Intel CEO's vision for a post-Windows world


Time for Linux and kin.

“This is a consumer show, like it or not”, said Intel CEO Brian Krzanich, as he gave his maiden CES keynote talk last night. Judging by what he said (and didn’t say), the consumer electronics world is built on Linux and Android. His focus was on wearables.

“They don’t integrate all the features you want, you still had to have something else with you”, Krzanich said about smart watches and other wearables. “And you ’re not solving real problems, the problems people want solved at the time”.

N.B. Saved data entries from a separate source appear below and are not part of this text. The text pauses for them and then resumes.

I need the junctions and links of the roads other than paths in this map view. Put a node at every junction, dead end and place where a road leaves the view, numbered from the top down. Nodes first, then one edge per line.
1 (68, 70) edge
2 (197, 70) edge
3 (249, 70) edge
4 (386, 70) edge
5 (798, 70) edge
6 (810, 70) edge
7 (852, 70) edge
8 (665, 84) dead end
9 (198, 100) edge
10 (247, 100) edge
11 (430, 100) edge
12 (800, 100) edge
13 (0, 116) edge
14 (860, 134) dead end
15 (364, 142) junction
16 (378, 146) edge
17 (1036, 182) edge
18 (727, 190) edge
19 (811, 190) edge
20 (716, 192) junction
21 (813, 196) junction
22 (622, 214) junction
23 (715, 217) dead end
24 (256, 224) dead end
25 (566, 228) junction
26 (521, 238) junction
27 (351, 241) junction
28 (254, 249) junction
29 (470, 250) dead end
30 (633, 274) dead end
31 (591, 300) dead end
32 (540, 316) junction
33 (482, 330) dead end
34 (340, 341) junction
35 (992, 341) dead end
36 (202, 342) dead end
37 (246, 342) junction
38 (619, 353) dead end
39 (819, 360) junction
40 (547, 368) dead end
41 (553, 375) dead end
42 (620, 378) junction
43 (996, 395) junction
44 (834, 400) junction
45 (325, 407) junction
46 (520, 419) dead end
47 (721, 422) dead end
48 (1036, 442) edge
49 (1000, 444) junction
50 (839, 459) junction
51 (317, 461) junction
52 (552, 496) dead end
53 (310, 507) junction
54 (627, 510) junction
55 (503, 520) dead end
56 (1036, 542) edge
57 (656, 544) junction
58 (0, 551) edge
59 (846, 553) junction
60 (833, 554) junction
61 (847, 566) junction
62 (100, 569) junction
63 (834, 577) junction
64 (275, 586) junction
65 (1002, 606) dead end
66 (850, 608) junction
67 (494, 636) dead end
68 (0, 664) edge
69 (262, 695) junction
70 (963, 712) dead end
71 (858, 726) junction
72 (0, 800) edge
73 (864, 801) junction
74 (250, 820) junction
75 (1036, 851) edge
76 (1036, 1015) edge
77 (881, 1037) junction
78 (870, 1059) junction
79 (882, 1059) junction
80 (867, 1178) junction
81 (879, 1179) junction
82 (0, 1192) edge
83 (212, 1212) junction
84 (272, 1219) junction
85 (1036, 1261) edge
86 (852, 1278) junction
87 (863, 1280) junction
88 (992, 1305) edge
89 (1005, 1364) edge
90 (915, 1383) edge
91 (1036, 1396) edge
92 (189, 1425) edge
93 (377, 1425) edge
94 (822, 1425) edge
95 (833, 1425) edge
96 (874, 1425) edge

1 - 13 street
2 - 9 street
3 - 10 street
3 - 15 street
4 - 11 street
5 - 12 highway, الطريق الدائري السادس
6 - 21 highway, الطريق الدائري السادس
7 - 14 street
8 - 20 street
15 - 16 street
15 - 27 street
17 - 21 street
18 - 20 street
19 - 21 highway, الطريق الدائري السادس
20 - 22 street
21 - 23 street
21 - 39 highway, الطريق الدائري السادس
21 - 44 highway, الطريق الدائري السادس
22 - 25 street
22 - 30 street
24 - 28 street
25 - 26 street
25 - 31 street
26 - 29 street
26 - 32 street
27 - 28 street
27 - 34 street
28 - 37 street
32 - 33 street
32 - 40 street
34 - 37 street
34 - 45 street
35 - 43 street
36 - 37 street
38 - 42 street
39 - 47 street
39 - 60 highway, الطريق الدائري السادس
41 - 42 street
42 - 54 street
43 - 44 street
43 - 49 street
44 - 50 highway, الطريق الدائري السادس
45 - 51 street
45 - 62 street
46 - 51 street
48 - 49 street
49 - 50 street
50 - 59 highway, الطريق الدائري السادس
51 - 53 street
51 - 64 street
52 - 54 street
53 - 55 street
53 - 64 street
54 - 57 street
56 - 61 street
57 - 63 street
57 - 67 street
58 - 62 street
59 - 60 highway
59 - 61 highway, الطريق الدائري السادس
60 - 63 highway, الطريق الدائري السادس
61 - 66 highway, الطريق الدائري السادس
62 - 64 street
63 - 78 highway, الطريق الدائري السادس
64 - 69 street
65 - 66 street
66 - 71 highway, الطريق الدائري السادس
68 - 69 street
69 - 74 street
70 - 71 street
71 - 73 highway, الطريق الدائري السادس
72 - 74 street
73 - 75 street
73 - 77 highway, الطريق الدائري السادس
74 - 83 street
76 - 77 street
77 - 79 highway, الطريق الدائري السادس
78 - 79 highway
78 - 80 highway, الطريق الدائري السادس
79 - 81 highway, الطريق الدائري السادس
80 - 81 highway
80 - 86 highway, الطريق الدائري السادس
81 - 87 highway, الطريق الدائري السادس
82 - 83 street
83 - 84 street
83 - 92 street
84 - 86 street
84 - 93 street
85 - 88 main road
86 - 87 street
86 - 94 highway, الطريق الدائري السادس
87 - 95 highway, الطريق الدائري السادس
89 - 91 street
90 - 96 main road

Intel’s answer is adding more and more functionality – using audio ear buds to measure heart rate, for example – and putting more processing power into tiny devices. To jump start that effort, Krzanich announced a competition worth $1.3 million in prize money – $500,000 for first place – for new ideas. According to Intel’s press release

The product must be based on Intel technology and be a sensor or computing device that is attached, embedded or worn on the body.

Krzanich bent over backwards to be operating system-agnostic. The convertible PC/tablet he demoed boots into either Android or Windows. The one actual Intel product he introduced – a Pentium-class system-on-a-chip called Edison, built into a standard, small SD card – runs Linux, not Windows. Intel’s re-launched security platform supports anything.

The reference designs in the spotlight last night did not include smart phones or pure tablets. Krzanich talked up productivity applications, in contrast to Steve Mollenkopf, Qualcomm’s CEO-in-waiting, who extolled media consumption earlier in the day. The two dominant chip makers staked out their turf yesterday, and there’s surprisingly little overlap in market positioning. The one thing Krzanich and Mollenkopf seem to agree on, though, is that the consumer electronics industry’s future lies with open source operating systems and their derivatives, not Windows.